Le « dispositif concours », thèse de Sofia Hachemi

Sofia Hachemi, membre du réseau Recherche avec, a soutenu le 13 décembre 2024 à CY Cergy Paris Université une thèse de doctorat en sciences de l’éducation et de la formation, réalisée sous la direction de Gilles Monceau. Cette recherche s’intéresse au « dispositif concours » et aux pratiques de recrutement par concours dans l’Éducation nationale en France, pratiques qui se déploient dans ce qu’elle désigne par le « dispositif concours ». Elle s’appuie sur le cas du concours de conseiller principal d’éducation (CPE), métier qu’elle a exercé pendant près de 15 ans.

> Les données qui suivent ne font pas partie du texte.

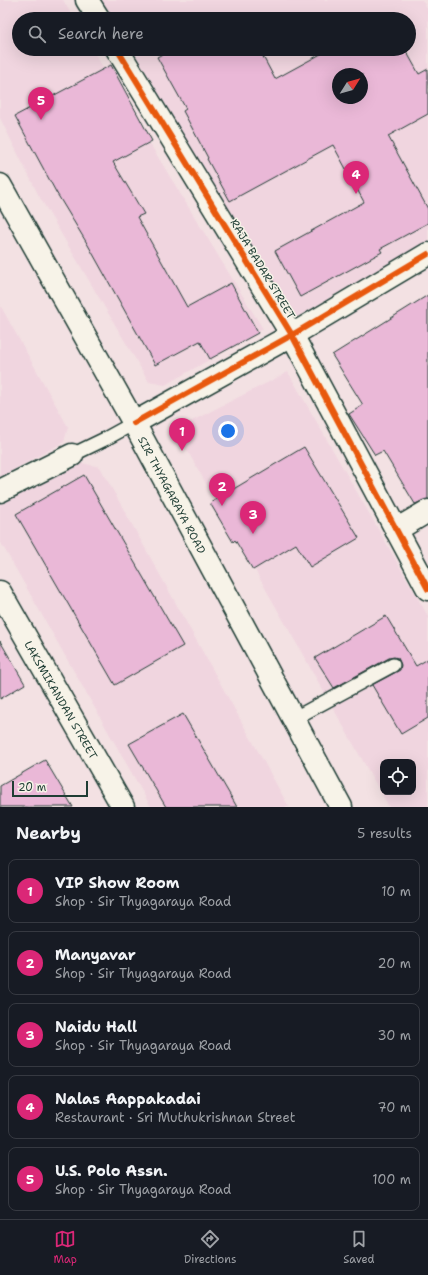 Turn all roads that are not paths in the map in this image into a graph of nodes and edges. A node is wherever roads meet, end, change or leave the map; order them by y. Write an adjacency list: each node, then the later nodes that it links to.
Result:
1 (87, 0): 2 (street)
2 (95, 12)
3 (121, 56): 6 (street, RAJA BADAR STREET)
4 (0, 185): 7 (street, SIR THYAGARAYA ROAD)
5 (428, 254): 6 (street)
6 (292, 335): 7 (street); 11 (street, RAJA BADAR STREET)
7 (134, 423): 8 (lane); 15 (street, SIR THYAGARAYA ROAD)
8 (72, 455): 9 (street)
9 (0, 491)
10 (428, 511): 11 (street)
11 (396, 530): 12 (street, RAJA BADAR STREET)
12 (428, 589)
13 (0, 592): 16 (street, LAKSMIKANDAN STREET)
14 (393, 665): 15 (lane)
15 (293, 719): 17 (street, SIR THYAGARAYA ROAD)
16 (123, 807)
17 (341, 807) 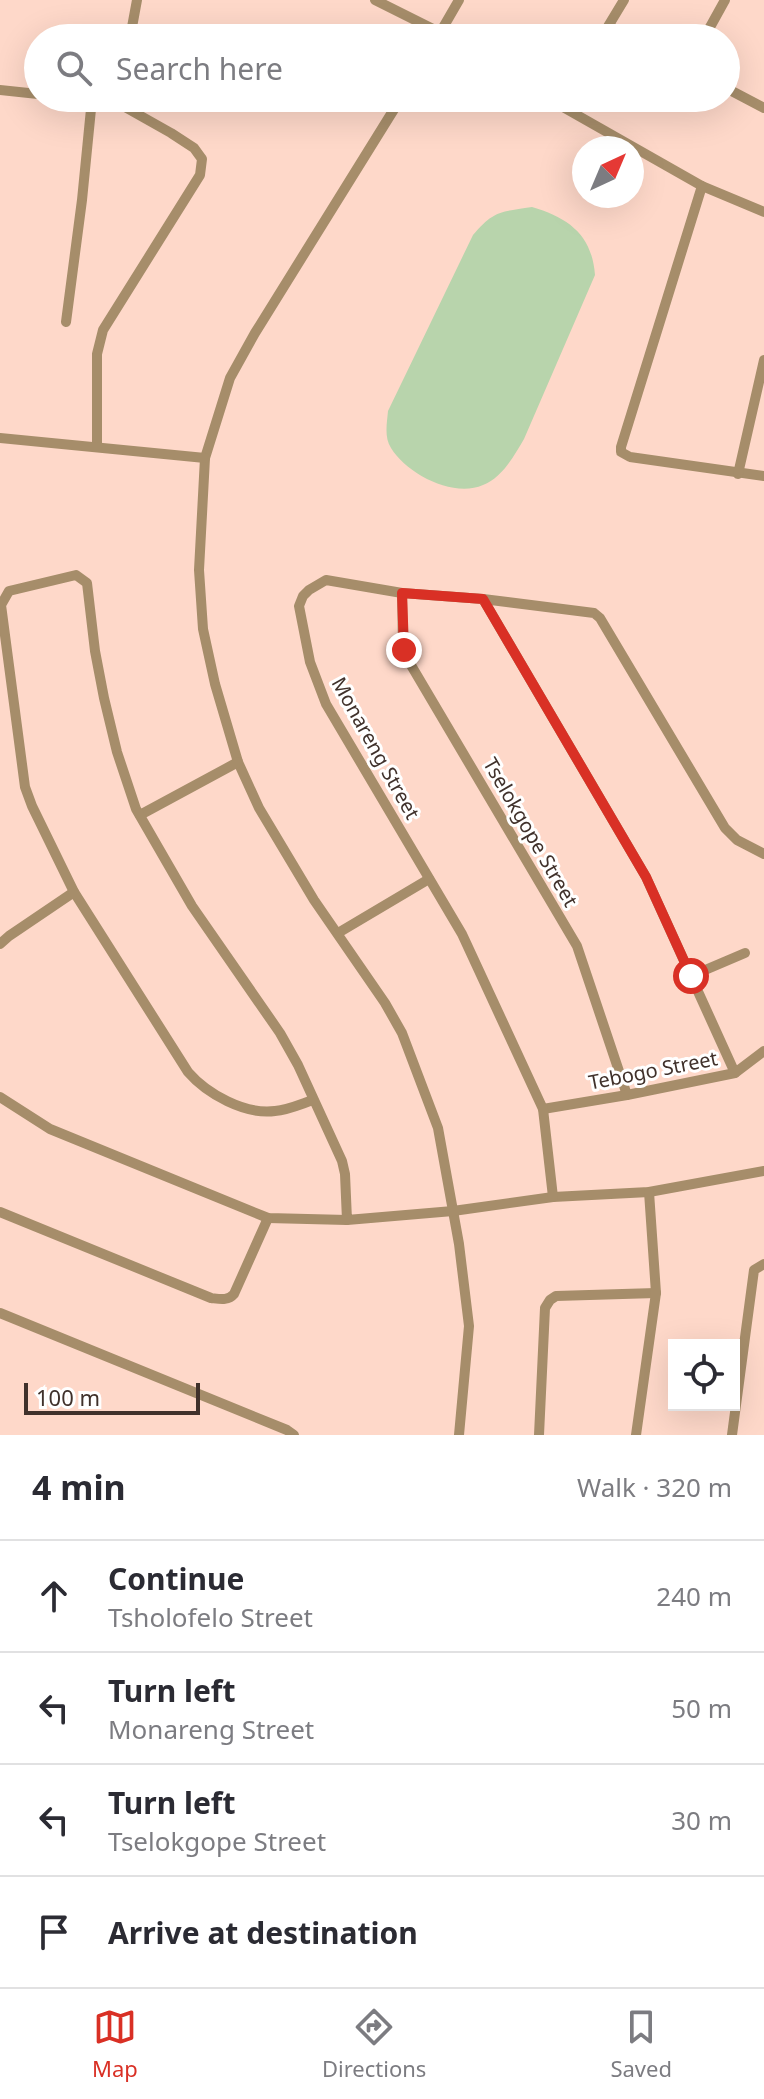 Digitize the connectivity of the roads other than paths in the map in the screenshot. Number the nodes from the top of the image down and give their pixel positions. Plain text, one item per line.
1 (137, 0) edge
2 (375, 0) edge
3 (459, 0) edge
4 (624, 0) edge
5 (725, 0) edge
6 (133, 24) edge
7 (420, 24) edge
8 (448, 24) edge
9 (610, 24) edge
10 (712, 24) edge
11 (0, 90) edge
12 (24, 93) edge
13 (740, 95) edge
14 (764, 108) edge
15 (91, 112) edge
16 (137, 112) edge
17 (392, 112) edge
18 (576, 112) edge
19 (702, 186) junction
20 (764, 212) edge
21 (66, 322) dead end
22 (764, 360) edge
23 (0, 438) edge
24 (97, 447) junction
25 (205, 458) junction
26 (738, 474) junction
27 (764, 476) edge
28 (402, 593) junction
29 (483, 599) junction
30 (238, 762) junction
31 (140, 815) junction
32 (764, 854) edge
33 (429, 879) junction
34 (74, 892) junction
35 (338, 933) junction
36 (0, 944) edge
37 (745, 953) dead end
38 (691, 976) junction
39 (764, 1051) edge
40 (735, 1073) junction
41 (627, 1095) junction
42 (313, 1100) junction
43 (1, 1101) edge
44 (543, 1109) junction
45 (764, 1171) edge
46 (649, 1192) junction
47 (553, 1197) junction
48 (453, 1211) junction
49 (0, 1212) edge
50 (268, 1218) junction
51 (347, 1220) junction
52 (764, 1264) edge
53 (656, 1293) junction
54 (0, 1313) edge
55 (294, 1435) edge
56 (459, 1435) edge
57 (539, 1435) edge
58 (636, 1435) edge
59 (732, 1435) edge

1 - 6 street
2 - 7 street
3 - 8 street
4 - 9 street
5 - 10 street
11 - 12 street
13 - 14 street
15 - 21 street
16 - 24 street
17 - 25 street
18 - 19 street
19 - 20 street
19 - 26 street
22 - 26 street
23 - 24 street
24 - 25 street
25 - 30 street
26 - 27 street
28 - 29 street, Monareng Street
28 - 33 street, Monareng Street
28 - 41 street, Tselokgope Street
29 - 32 street, Monareng Street
29 - 38 street
30 - 31 street
30 - 35 street
31 - 34 street
31 - 42 street
33 - 35 street
33 - 44 street, Monareng Street
34 - 36 street
34 - 42 street
35 - 48 street
37 - 38 street
38 - 40 street
39 - 40 street, Tebogo Street
40 - 41 street, Tebogo Street
41 - 44 street, Tebogo Street
42 - 51 street
43 - 50 street
44 - 47 street, Monareng Street
45 - 46 street
46 - 47 street
46 - 53 street
47 - 48 street
48 - 51 street
48 - 56 street
49 - 50 street
50 - 51 street
52 - 59 street
53 - 57 street
53 - 58 street
54 - 55 street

Le « dispositif concours » est travaillé à partir de l’expression du vécu des acteurs (recruteurs et candidats), afin de comprendre comment leur statut, leur position, leurs croyances, leurs valeurs personnelles et professionnelles affectent leurs pratiques.

La recherche montre que le dispositif concours combine à la fois des fonctions techniques, politiques et sociales et qu’il n’est pas réductible à sa dimension matérielle (son organisation) et à ses finalités administratives (recruter des agents). Il s’agit aussi de prendre en compte les logiques institutionnelles dans lequel il s’inscrit. Les logiques sélectives, les logiques concurrentes et les logiques gestionnaires sont révélatrices des rapports de pouvoir qui traversent le concours et qui sont parties prenantes du processus d’institutionnalisation du dispositif. Celui-ci s’est construit au carrefour de logiques contradictoires, celles promouvant une idéologie fondée sur le principe d’égalité et de mérite, et celles venant renforcer les inégalités scolaires préexistantes.

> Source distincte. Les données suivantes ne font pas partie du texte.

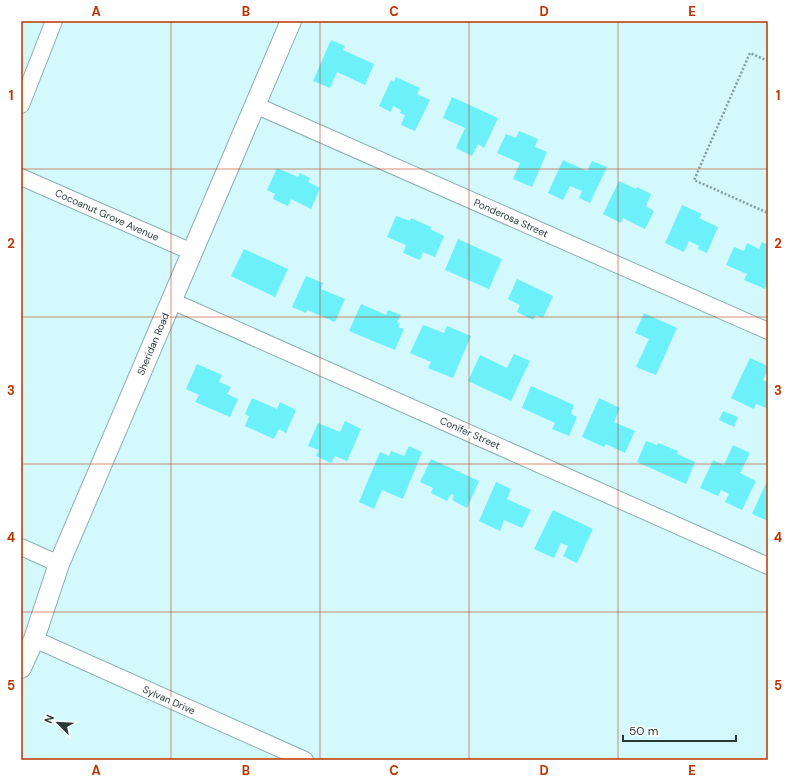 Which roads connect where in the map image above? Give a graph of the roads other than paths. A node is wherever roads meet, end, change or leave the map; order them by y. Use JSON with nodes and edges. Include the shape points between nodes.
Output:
{"nodes":[{"id":1,"x":54,"y":21,"type":"edge"},
{"id":2,"x":291,"y":21,"type":"edge"},
{"id":3,"x":255,"y":104,"type":"junction"},
{"id":4,"x":21,"y":105,"type":"edge"},
{"id":5,"x":21,"y":177,"type":"edge"},
{"id":6,"x":192,"y":252,"type":"junction"},
{"id":7,"x":172,"y":301,"type":"junction"},
{"id":8,"x":768,"y":331,"type":"edge"},
{"id":9,"x":21,"y":547,"type":"edge"},
{"id":10,"x":59,"y":564,"type":"junction"},
{"id":11,"x":768,"y":566,"type":"edge"},
{"id":12,"x":34,"y":639,"type":"junction"},
{"id":13,"x":21,"y":668,"type":"edge"},
{"id":14,"x":305,"y":760,"type":"edge"}],
"edges":[{"from":1,"to":4,"type":"street"},
{"from":2,"to":3,"type":"street","name":"Sheridan Road"},
{"from":3,"to":6,"type":"street","name":"Sheridan Road"},
{"from":3,"to":8,"type":"street","name":"Ponderosa Street"},
{"from":5,"to":6,"type":"street","name":"Cocoanut Grove Avenue"},
{"from":6,"to":7,"type":"street","name":"Sheridan Road"},
{"from":7,"to":10,"type":"street","name":"Sheridan Road"},
{"from":7,"to":11,"type":"street","name":"Conifer Street"},
{"from":9,"to":10,"type":"street"},
{"from":10,"to":12,"type":"street","name":"Sheridan Road"},
{"from":12,"to":13,"type":"street","name":"Sheridan Road"},
{"from":12,"to":14,"type":"street","name":"Sylvan Drive"}]} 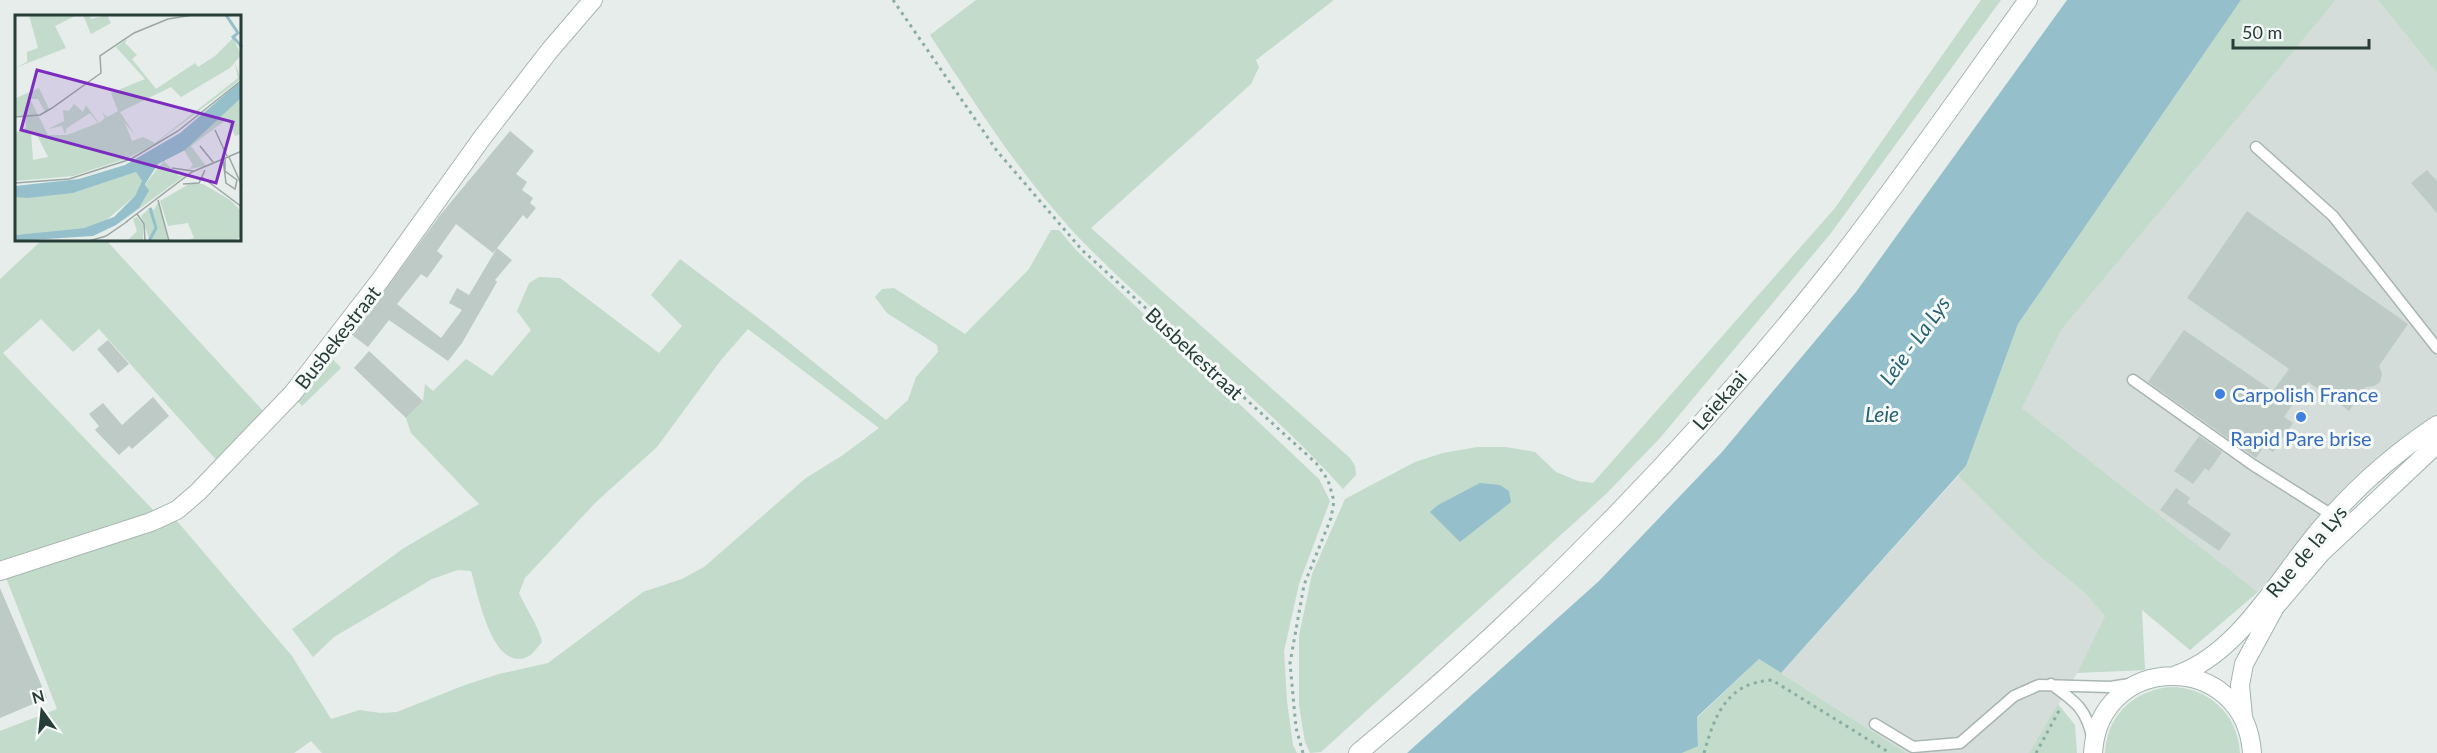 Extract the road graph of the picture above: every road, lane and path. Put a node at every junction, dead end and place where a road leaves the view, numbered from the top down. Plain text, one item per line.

La recherche s’est appuyée sur trois corpus de textes et des entretiens individuels et collectifs avec un ensemble de personnes participant à la conception et à la mise en œuvre des concours, et avec des étudiants candidats. L’approche socio-clinique institutionnelle a consisté à faire dialoguer tous ces matériaux dans une double perspective : comprendre, à partir du point de vue des acteurs, comment se construit le concours (cerner les pratiques de recrutement par concours) et entendre ce que les étudiants candidats disent de ces pratiques. Il s’agissait de faire émerger les significations que recruteurs et candidats donnent au concours, en passant par une analyse collective de la commande. L’approche socio-historique était donc aussi mobilisée pour mettre en perspective la problématique actuelle du concours avec le contexte socio-historique de son émergence.

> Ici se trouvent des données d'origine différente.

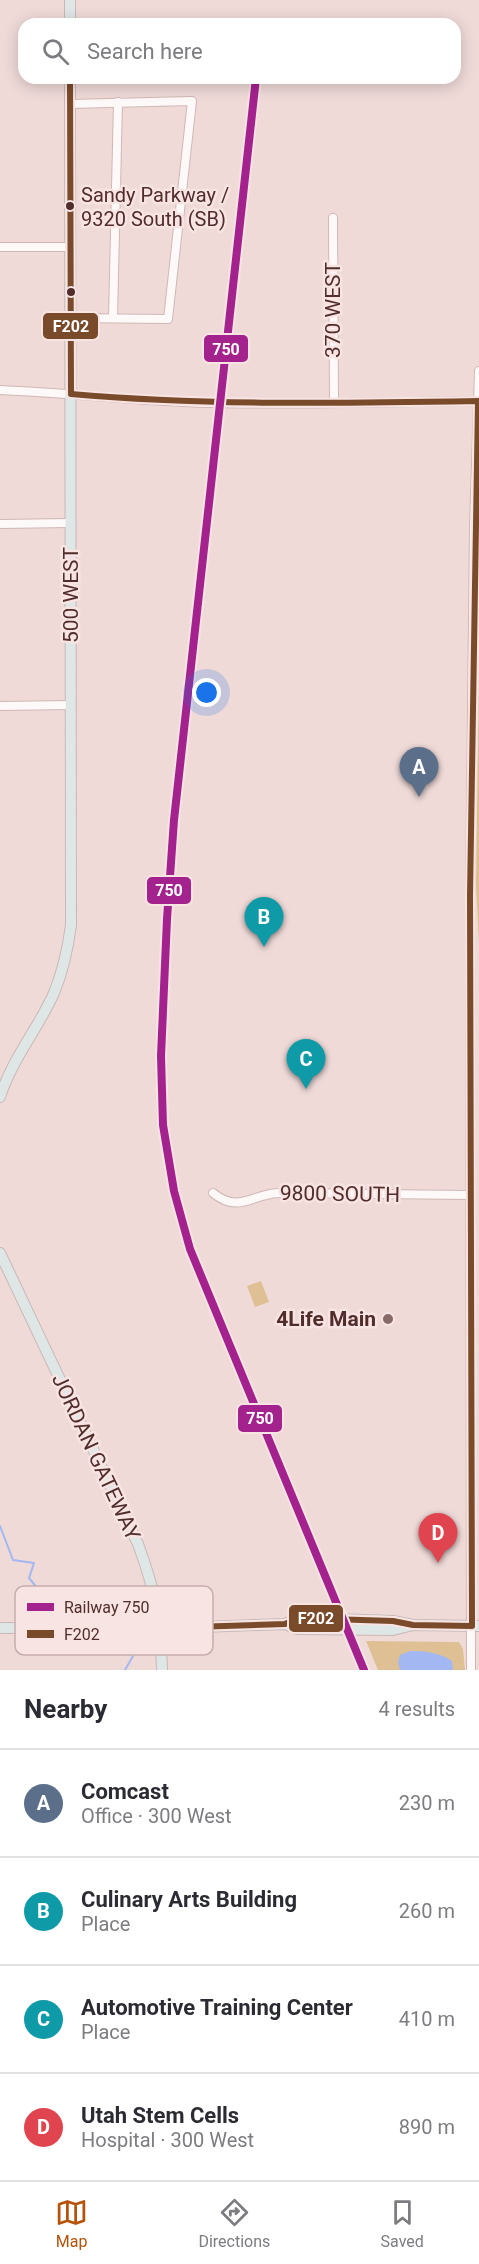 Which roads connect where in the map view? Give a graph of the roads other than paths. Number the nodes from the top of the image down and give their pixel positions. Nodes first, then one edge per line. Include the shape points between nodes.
1 (70, 0) edge
2 (70, 18) edge
3 (70, 84) edge
4 (118, 102) junction
5 (70, 104) junction
6 (333, 218) dead end
7 (0, 247) edge
8 (71, 247) junction
9 (71, 318) junction
10 (113, 318) junction
11 (479, 371) edge
12 (0, 390) edge
13 (71, 394) junction
14 (478, 401) edge
15 (334, 402) junction
16 (70, 523) junction
17 (0, 524) edge
18 (71, 705) junction
19 (0, 706) edge
20 (0, 1096) edge
21 (213, 1193) dead end
22 (471, 1195) junction
23 (0, 1253) edge
24 (152, 1586) edge
25 (213, 1626) edge
26 (476, 1626) edge
27 (162, 1655) edge
28 (162, 1670) edge
29 (471, 1670) edge

1 - 2 main road
3 - 5 main road, 500 WEST
4 - 5 street
4 - 10 street
4 - 10 street via 192,101 168,319
5 - 8 main road, 500 WEST
6 - 15 street, 370 WEST
7 - 8 street
8 - 9 main road, 500 WEST
9 - 10 street
9 - 13 main road, 500 WEST
11 - 14 street
12 - 13 street
13 - 15 street via 207,403
13 - 16 main road, 500 WEST
14 - 15 street
14 - 22 street via 470,895
16 - 17 street
16 - 18 main road, 500 WEST
18 - 19 street
18 - 20 main road, 500 WEST via 72,911 68,947 54,993 16,1059
21 - 22 street, 9800 SOUTH via 230,1203 248,1202 278,1192
22 - 26 street
23 - 24 main road, JORDAN GATEWAY via 138,1544
25 - 26 main road via 285,1624 297,1618
26 - 29 street
27 - 28 main road, JORDAN GATEWAY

Le concours est pris dans les interférences entre des logiques d’acteurs, professionnelles, idéologiques, éthiques, qui entrent en résonance ou en contradiction avec les logiques institutionnelles, politiques, sociales, organisationnelles. Ce sont ces logiques parfois contradictoires, ces tensions, que le dispositif socio-clinique s’est employé à faire émerger, l’une de ces tensions résidant notamment dans l’écart entre les prescriptions du concours préparé par les candidats et la réalité du métier vécu dans les établissements ; ou encore celles résidant dans la confrontation entre les temporalités politiques, inscrites dans les commandes, et les temporalités de la formation et de la professionnalisation.